Every record that follows should appear again in your answer, exactly the same.

==============================

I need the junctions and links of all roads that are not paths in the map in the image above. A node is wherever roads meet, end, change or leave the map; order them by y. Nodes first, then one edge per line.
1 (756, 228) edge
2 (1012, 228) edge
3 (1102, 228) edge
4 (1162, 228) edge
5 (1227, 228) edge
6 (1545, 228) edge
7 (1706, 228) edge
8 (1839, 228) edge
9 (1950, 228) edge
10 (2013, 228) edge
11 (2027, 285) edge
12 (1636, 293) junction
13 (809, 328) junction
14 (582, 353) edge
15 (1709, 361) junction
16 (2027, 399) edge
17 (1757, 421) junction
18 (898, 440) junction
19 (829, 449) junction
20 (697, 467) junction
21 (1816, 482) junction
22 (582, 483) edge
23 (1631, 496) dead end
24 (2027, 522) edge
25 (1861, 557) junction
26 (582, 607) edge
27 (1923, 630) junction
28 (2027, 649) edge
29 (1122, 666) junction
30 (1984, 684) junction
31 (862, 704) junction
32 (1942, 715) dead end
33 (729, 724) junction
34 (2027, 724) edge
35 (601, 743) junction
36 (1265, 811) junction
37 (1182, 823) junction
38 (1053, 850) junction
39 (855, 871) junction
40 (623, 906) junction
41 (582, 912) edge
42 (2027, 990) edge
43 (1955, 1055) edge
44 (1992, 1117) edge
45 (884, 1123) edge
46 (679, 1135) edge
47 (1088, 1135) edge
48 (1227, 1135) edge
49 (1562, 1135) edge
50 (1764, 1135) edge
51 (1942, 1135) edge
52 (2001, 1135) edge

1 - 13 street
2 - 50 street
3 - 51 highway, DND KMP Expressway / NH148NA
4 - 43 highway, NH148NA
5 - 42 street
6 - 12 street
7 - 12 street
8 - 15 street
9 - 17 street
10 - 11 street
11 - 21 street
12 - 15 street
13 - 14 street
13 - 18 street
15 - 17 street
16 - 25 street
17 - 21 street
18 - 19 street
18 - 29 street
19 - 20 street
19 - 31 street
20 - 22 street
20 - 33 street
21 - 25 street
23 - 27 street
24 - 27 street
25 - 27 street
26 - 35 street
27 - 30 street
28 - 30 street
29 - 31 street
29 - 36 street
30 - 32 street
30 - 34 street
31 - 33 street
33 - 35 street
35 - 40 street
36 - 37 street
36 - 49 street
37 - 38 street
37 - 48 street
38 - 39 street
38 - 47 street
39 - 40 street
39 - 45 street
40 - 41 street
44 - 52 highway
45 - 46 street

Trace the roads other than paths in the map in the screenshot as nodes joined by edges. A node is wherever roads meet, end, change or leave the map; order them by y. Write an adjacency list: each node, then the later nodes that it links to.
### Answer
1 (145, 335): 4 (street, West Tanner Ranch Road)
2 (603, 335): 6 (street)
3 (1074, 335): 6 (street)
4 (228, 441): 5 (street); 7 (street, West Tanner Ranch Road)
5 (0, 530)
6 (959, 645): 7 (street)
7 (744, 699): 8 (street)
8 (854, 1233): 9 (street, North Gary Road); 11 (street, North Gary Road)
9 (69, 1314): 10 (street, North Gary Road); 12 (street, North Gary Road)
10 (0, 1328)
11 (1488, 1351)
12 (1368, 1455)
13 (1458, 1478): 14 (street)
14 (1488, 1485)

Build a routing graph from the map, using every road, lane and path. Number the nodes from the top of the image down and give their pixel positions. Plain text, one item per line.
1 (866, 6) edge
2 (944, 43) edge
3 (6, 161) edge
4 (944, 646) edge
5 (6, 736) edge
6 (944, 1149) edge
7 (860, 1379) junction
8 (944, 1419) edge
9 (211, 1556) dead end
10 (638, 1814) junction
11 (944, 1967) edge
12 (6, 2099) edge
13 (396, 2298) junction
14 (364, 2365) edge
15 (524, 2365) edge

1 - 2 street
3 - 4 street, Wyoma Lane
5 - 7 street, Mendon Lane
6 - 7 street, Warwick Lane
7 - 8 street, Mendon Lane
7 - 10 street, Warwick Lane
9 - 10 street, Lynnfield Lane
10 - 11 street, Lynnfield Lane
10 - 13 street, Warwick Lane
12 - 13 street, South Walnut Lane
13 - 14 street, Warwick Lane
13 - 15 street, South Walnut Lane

==============================

■ RESPONSE TO THE TASK
I need the junctions and links of all roads that are not paths in the map in the image above. A node is wherever roads meet, end, change or leave the map; order them by y. Nodes first, then one edge per line.
1 (756, 228) edge
2 (1012, 228) edge
3 (1102, 228) edge
4 (1162, 228) edge
5 (1227, 228) edge
6 (1545, 228) edge
7 (1706, 228) edge
8 (1839, 228) edge
9 (1950, 228) edge
10 (2013, 228) edge
11 (2027, 285) edge
12 (1636, 293) junction
13 (809, 328) junction
14 (582, 353) edge
15 (1709, 361) junction
16 (2027, 399) edge
17 (1757, 421) junction
18 (898, 440) junction
19 (829, 449) junction
20 (697, 467) junction
21 (1816, 482) junction
22 (582, 483) edge
23 (1631, 496) dead end
24 (2027, 522) edge
25 (1861, 557) junction
26 (582, 607) edge
27 (1923, 630) junction
28 (2027, 649) edge
29 (1122, 666) junction
30 (1984, 684) junction
31 (862, 704) junction
32 (1942, 715) dead end
33 (729, 724) junction
34 (2027, 724) edge
35 (601, 743) junction
36 (1265, 811) junction
37 (1182, 823) junction
38 (1053, 850) junction
39 (855, 871) junction
40 (623, 906) junction
41 (582, 912) edge
42 (2027, 990) edge
43 (1955, 1055) edge
44 (1992, 1117) edge
45 (884, 1123) edge
46 (679, 1135) edge
47 (1088, 1135) edge
48 (1227, 1135) edge
49 (1562, 1135) edge
50 (1764, 1135) edge
51 (1942, 1135) edge
52 (2001, 1135) edge

1 - 13 street
2 - 50 street
3 - 51 highway, DND KMP Expressway / NH148NA
4 - 43 highway, NH148NA
5 - 42 street
6 - 12 street
7 - 12 street
8 - 15 street
9 - 17 street
10 - 11 street
11 - 21 street
12 - 15 street
13 - 14 street
13 - 18 street
15 - 17 street
16 - 25 street
17 - 21 street
18 - 19 street
18 - 29 street
19 - 20 street
19 - 31 street
20 - 22 street
20 - 33 street
21 - 25 street
23 - 27 street
24 - 27 street
25 - 27 street
26 - 35 street
27 - 30 street
28 - 30 street
29 - 31 street
29 - 36 street
30 - 32 street
30 - 34 street
31 - 33 street
33 - 35 street
35 - 40 street
36 - 37 street
36 - 49 street
37 - 38 street
37 - 48 street
38 - 39 street
38 - 47 street
39 - 40 street
39 - 45 street
40 - 41 street
44 - 52 highway
45 - 46 street

Trace the roads other than paths in the map in the screenshot as nodes joined by edges. A node is wherever roads meet, end, change or leave the map; order them by y. Write an adjacency list: each node, then the later nodes that it links to.
### Answer
1 (145, 335): 4 (street, West Tanner Ranch Road)
2 (603, 335): 6 (street)
3 (1074, 335): 6 (street)
4 (228, 441): 5 (street); 7 (street, West Tanner Ranch Road)
5 (0, 530)
6 (959, 645): 7 (street)
7 (744, 699): 8 (street)
8 (854, 1233): 9 (street, North Gary Road); 11 (street, North Gary Road)
9 (69, 1314): 10 (street, North Gary Road); 12 (street, North Gary Road)
10 (0, 1328)
11 (1488, 1351)
12 (1368, 1455)
13 (1458, 1478): 14 (street)
14 (1488, 1485)

Build a routing graph from the map, using every road, lane and path. Number the nodes from the top of the image down and give their pixel positions. Plain text, one item per line.
1 (866, 6) edge
2 (944, 43) edge
3 (6, 161) edge
4 (944, 646) edge
5 (6, 736) edge
6 (944, 1149) edge
7 (860, 1379) junction
8 (944, 1419) edge
9 (211, 1556) dead end
10 (638, 1814) junction
11 (944, 1967) edge
12 (6, 2099) edge
13 (396, 2298) junction
14 (364, 2365) edge
15 (524, 2365) edge

1 - 2 street
3 - 4 street, Wyoma Lane
5 - 7 street, Mendon Lane
6 - 7 street, Warwick Lane
7 - 8 street, Mendon Lane
7 - 10 street, Warwick Lane
9 - 10 street, Lynnfield Lane
10 - 11 street, Lynnfield Lane
10 - 13 street, Warwick Lane
12 - 13 street, South Walnut Lane
13 - 14 street, Warwick Lane
13 - 15 street, South Walnut Lane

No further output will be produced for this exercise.